Transcribe each record exactly as it appears.

════════════════════

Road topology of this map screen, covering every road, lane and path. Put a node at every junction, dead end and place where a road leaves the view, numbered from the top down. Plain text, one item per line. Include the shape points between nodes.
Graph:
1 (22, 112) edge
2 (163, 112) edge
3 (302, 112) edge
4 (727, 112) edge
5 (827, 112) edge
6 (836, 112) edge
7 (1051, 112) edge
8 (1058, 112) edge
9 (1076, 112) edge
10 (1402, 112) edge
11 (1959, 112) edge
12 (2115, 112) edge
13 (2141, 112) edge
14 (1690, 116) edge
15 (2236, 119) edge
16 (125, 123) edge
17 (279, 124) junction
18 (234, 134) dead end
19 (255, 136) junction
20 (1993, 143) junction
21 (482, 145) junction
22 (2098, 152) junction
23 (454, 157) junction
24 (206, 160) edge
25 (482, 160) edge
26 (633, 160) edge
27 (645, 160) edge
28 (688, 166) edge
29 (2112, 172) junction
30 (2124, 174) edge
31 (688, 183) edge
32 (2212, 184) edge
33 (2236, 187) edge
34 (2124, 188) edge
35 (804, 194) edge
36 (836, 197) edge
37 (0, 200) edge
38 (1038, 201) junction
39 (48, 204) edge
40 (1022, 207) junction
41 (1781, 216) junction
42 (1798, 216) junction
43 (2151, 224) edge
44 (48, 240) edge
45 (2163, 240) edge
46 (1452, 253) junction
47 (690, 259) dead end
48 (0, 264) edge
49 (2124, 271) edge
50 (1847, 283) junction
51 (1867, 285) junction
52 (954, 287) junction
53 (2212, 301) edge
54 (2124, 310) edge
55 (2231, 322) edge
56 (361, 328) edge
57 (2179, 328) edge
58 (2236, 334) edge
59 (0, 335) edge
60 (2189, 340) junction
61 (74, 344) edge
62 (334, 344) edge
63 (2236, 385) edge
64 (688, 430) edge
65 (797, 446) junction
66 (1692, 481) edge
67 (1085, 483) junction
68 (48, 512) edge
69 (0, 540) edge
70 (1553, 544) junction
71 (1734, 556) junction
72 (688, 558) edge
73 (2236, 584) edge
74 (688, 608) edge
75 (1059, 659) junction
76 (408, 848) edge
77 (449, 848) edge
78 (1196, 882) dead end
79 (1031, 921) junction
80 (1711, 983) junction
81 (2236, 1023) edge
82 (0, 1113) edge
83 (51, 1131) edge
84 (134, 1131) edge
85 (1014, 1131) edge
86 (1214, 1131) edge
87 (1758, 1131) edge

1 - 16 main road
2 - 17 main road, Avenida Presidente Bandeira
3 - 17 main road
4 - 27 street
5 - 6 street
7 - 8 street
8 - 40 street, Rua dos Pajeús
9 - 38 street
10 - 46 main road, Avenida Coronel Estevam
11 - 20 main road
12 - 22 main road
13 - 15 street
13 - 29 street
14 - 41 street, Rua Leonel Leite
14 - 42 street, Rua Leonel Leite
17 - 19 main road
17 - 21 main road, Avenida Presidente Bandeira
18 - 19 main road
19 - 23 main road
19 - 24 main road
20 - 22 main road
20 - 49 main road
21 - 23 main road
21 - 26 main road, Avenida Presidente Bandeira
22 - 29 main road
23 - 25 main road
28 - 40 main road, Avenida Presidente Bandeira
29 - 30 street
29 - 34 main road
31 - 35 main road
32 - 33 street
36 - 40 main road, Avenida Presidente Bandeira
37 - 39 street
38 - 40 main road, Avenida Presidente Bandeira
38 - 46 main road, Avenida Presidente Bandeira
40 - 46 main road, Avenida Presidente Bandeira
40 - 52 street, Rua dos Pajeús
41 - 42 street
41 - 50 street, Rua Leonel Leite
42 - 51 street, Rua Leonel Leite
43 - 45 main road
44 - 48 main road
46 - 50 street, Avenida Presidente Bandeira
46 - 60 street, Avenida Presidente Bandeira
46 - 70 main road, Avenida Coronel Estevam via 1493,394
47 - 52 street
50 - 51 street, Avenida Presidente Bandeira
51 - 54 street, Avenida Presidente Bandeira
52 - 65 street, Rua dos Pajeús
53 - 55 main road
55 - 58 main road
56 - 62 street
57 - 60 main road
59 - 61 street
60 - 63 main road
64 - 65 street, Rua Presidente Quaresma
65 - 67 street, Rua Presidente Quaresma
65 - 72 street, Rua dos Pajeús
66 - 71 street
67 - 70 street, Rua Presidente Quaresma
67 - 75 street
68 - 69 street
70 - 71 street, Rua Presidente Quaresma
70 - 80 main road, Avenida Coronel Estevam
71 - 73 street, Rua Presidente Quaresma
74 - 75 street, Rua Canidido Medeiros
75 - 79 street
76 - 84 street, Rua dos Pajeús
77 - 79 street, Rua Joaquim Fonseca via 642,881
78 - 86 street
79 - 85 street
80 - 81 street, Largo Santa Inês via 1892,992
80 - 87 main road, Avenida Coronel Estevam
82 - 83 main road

════════════════════

### Output for this task
Road topology of this map screen, covering every road, lane and path. Put a node at every junction, dead end and place where a road leaves the view, numbered from the top down. Plain text, one item per line. Include the shape points between nodes.
Graph:
1 (22, 112) edge
2 (163, 112) edge
3 (302, 112) edge
4 (727, 112) edge
5 (827, 112) edge
6 (836, 112) edge
7 (1051, 112) edge
8 (1058, 112) edge
9 (1076, 112) edge
10 (1402, 112) edge
11 (1959, 112) edge
12 (2115, 112) edge
13 (2141, 112) edge
14 (1690, 116) edge
15 (2236, 119) edge
16 (125, 123) edge
17 (279, 124) junction
18 (234, 134) dead end
19 (255, 136) junction
20 (1993, 143) junction
21 (482, 145) junction
22 (2098, 152) junction
23 (454, 157) junction
24 (206, 160) edge
25 (482, 160) edge
26 (633, 160) edge
27 (645, 160) edge
28 (688, 166) edge
29 (2112, 172) junction
30 (2124, 174) edge
31 (688, 183) edge
32 (2212, 184) edge
33 (2236, 187) edge
34 (2124, 188) edge
35 (804, 194) edge
36 (836, 197) edge
37 (0, 200) edge
38 (1038, 201) junction
39 (48, 204) edge
40 (1022, 207) junction
41 (1781, 216) junction
42 (1798, 216) junction
43 (2151, 224) edge
44 (48, 240) edge
45 (2163, 240) edge
46 (1452, 253) junction
47 (690, 259) dead end
48 (0, 264) edge
49 (2124, 271) edge
50 (1847, 283) junction
51 (1867, 285) junction
52 (954, 287) junction
53 (2212, 301) edge
54 (2124, 310) edge
55 (2231, 322) edge
56 (361, 328) edge
57 (2179, 328) edge
58 (2236, 334) edge
59 (0, 335) edge
60 (2189, 340) junction
61 (74, 344) edge
62 (334, 344) edge
63 (2236, 385) edge
64 (688, 430) edge
65 (797, 446) junction
66 (1692, 481) edge
67 (1085, 483) junction
68 (48, 512) edge
69 (0, 540) edge
70 (1553, 544) junction
71 (1734, 556) junction
72 (688, 558) edge
73 (2236, 584) edge
74 (688, 608) edge
75 (1059, 659) junction
76 (408, 848) edge
77 (449, 848) edge
78 (1196, 882) dead end
79 (1031, 921) junction
80 (1711, 983) junction
81 (2236, 1023) edge
82 (0, 1113) edge
83 (51, 1131) edge
84 (134, 1131) edge
85 (1014, 1131) edge
86 (1214, 1131) edge
87 (1758, 1131) edge

1 - 16 main road
2 - 17 main road, Avenida Presidente Bandeira
3 - 17 main road
4 - 27 street
5 - 6 street
7 - 8 street
8 - 40 street, Rua dos Pajeús
9 - 38 street
10 - 46 main road, Avenida Coronel Estevam
11 - 20 main road
12 - 22 main road
13 - 15 street
13 - 29 street
14 - 41 street, Rua Leonel Leite
14 - 42 street, Rua Leonel Leite
17 - 19 main road
17 - 21 main road, Avenida Presidente Bandeira
18 - 19 main road
19 - 23 main road
19 - 24 main road
20 - 22 main road
20 - 49 main road
21 - 23 main road
21 - 26 main road, Avenida Presidente Bandeira
22 - 29 main road
23 - 25 main road
28 - 40 main road, Avenida Presidente Bandeira
29 - 30 street
29 - 34 main road
31 - 35 main road
32 - 33 street
36 - 40 main road, Avenida Presidente Bandeira
37 - 39 street
38 - 40 main road, Avenida Presidente Bandeira
38 - 46 main road, Avenida Presidente Bandeira
40 - 46 main road, Avenida Presidente Bandeira
40 - 52 street, Rua dos Pajeús
41 - 42 street
41 - 50 street, Rua Leonel Leite
42 - 51 street, Rua Leonel Leite
43 - 45 main road
44 - 48 main road
46 - 50 street, Avenida Presidente Bandeira
46 - 60 street, Avenida Presidente Bandeira
46 - 70 main road, Avenida Coronel Estevam via 1493,394
47 - 52 street
50 - 51 street, Avenida Presidente Bandeira
51 - 54 street, Avenida Presidente Bandeira
52 - 65 street, Rua dos Pajeús
53 - 55 main road
55 - 58 main road
56 - 62 street
57 - 60 main road
59 - 61 street
60 - 63 main road
64 - 65 street, Rua Presidente Quaresma
65 - 67 street, Rua Presidente Quaresma
65 - 72 street, Rua dos Pajeús
66 - 71 street
67 - 70 street, Rua Presidente Quaresma
67 - 75 street
68 - 69 street
70 - 71 street, Rua Presidente Quaresma
70 - 80 main road, Avenida Coronel Estevam
71 - 73 street, Rua Presidente Quaresma
74 - 75 street, Rua Canidido Medeiros
75 - 79 street
76 - 84 street, Rua dos Pajeús
77 - 79 street, Rua Joaquim Fonseca via 642,881
78 - 86 street
79 - 85 street
80 - 81 street, Largo Santa Inês via 1892,992
80 - 87 main road, Avenida Coronel Estevam
82 - 83 main road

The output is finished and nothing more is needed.